RECORDS TO USE: Begin
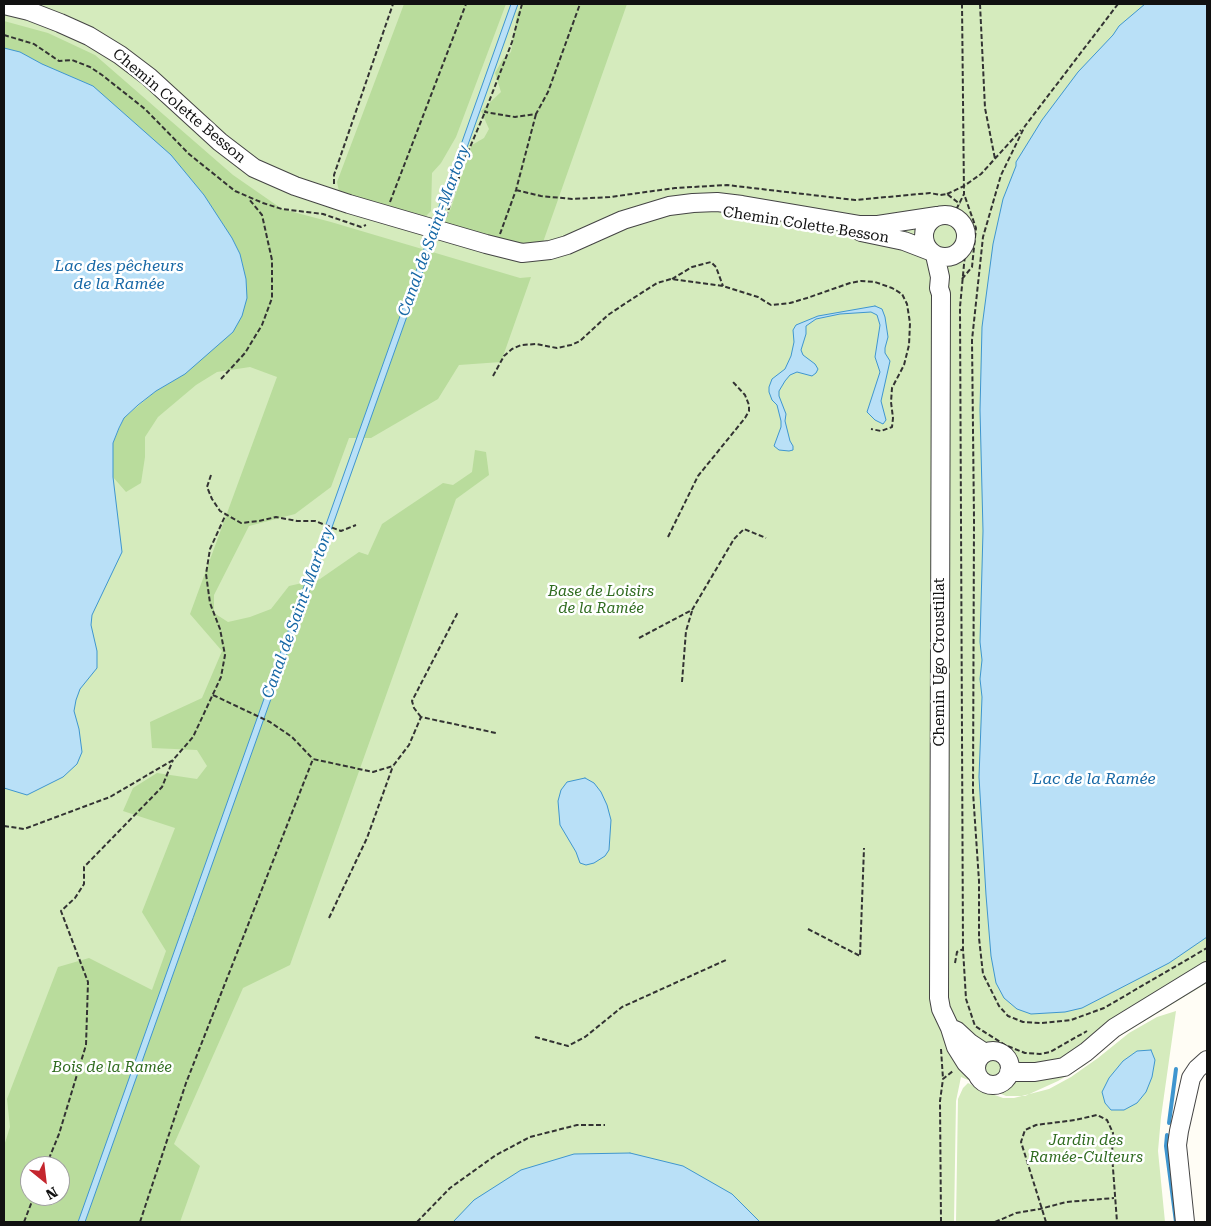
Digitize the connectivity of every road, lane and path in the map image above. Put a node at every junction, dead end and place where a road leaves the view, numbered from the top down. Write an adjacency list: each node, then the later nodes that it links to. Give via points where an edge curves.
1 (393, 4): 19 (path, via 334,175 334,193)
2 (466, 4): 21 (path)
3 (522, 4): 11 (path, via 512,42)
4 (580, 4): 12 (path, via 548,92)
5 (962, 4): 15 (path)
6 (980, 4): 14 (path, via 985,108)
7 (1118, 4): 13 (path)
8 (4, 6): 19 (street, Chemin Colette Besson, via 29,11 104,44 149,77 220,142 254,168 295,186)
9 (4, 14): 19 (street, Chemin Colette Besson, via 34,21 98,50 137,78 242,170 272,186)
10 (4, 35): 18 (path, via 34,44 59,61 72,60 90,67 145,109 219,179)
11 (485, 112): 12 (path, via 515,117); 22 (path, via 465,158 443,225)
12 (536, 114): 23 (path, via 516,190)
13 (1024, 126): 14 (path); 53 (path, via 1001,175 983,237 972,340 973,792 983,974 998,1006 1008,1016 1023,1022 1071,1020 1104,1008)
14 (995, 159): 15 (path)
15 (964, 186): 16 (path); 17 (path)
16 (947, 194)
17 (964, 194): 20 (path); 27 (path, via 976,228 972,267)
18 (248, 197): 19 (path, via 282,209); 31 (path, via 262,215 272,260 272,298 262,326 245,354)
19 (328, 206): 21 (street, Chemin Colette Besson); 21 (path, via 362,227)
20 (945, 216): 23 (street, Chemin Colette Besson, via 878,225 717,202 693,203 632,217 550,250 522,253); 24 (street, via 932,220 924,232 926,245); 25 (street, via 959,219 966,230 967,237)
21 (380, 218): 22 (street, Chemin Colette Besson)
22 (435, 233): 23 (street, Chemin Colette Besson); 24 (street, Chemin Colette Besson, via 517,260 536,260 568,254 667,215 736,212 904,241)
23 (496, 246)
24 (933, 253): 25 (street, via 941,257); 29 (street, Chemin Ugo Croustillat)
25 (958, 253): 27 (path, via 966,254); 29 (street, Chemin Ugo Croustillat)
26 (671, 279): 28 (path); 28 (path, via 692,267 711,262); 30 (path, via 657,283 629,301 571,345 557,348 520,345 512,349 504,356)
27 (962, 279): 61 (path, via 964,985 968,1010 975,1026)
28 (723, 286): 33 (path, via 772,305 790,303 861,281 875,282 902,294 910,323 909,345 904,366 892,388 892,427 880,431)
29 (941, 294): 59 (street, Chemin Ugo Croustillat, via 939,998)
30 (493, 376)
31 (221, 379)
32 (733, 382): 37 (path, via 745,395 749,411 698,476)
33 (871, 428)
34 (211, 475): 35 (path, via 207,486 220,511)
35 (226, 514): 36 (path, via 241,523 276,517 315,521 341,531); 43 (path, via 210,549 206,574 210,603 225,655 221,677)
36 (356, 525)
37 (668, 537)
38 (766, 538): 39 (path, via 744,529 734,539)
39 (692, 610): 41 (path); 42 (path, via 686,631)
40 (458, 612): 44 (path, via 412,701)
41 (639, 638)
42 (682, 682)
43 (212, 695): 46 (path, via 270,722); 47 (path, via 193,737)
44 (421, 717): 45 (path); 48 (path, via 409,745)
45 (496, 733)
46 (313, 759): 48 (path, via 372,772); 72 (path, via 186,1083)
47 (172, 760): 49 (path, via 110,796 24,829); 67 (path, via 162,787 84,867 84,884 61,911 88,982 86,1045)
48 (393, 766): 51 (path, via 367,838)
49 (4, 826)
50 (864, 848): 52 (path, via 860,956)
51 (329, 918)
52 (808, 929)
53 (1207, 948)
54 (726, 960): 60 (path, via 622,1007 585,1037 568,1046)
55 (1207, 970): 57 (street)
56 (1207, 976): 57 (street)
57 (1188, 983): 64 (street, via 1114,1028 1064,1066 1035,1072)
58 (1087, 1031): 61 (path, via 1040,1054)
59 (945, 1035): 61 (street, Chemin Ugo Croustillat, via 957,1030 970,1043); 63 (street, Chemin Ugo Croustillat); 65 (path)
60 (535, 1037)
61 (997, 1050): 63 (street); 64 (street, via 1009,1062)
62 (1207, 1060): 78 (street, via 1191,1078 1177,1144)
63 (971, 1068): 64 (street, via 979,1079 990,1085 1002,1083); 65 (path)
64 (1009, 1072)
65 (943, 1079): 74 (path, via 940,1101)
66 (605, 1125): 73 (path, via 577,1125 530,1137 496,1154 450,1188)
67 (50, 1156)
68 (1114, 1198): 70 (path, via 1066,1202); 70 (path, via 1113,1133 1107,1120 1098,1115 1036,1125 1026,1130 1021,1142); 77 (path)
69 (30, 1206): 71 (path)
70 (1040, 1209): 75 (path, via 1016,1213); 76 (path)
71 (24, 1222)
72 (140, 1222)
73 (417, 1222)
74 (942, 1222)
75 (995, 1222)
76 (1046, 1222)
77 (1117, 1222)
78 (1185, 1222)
RECORDS TO USE: End
PROBLEM STATEMENT: Pull out every line of the records that includes the string "Croustillat".

SOLUTION FOR THIS PROBLEM:
24 (933, 253): 25 (street, via 941,257); 29 (street, Chemin Ugo Croustillat)
25 (958, 253): 27 (path, via 966,254); 29 (street, Chemin Ugo Croustillat)
29 (941, 294): 59 (street, Chemin Ugo Croustillat, via 939,998)
59 (945, 1035): 61 (street, Chemin Ugo Croustillat, via 957,1030 970,1043); 63 (street, Chemin Ugo Croustillat); 65 (path)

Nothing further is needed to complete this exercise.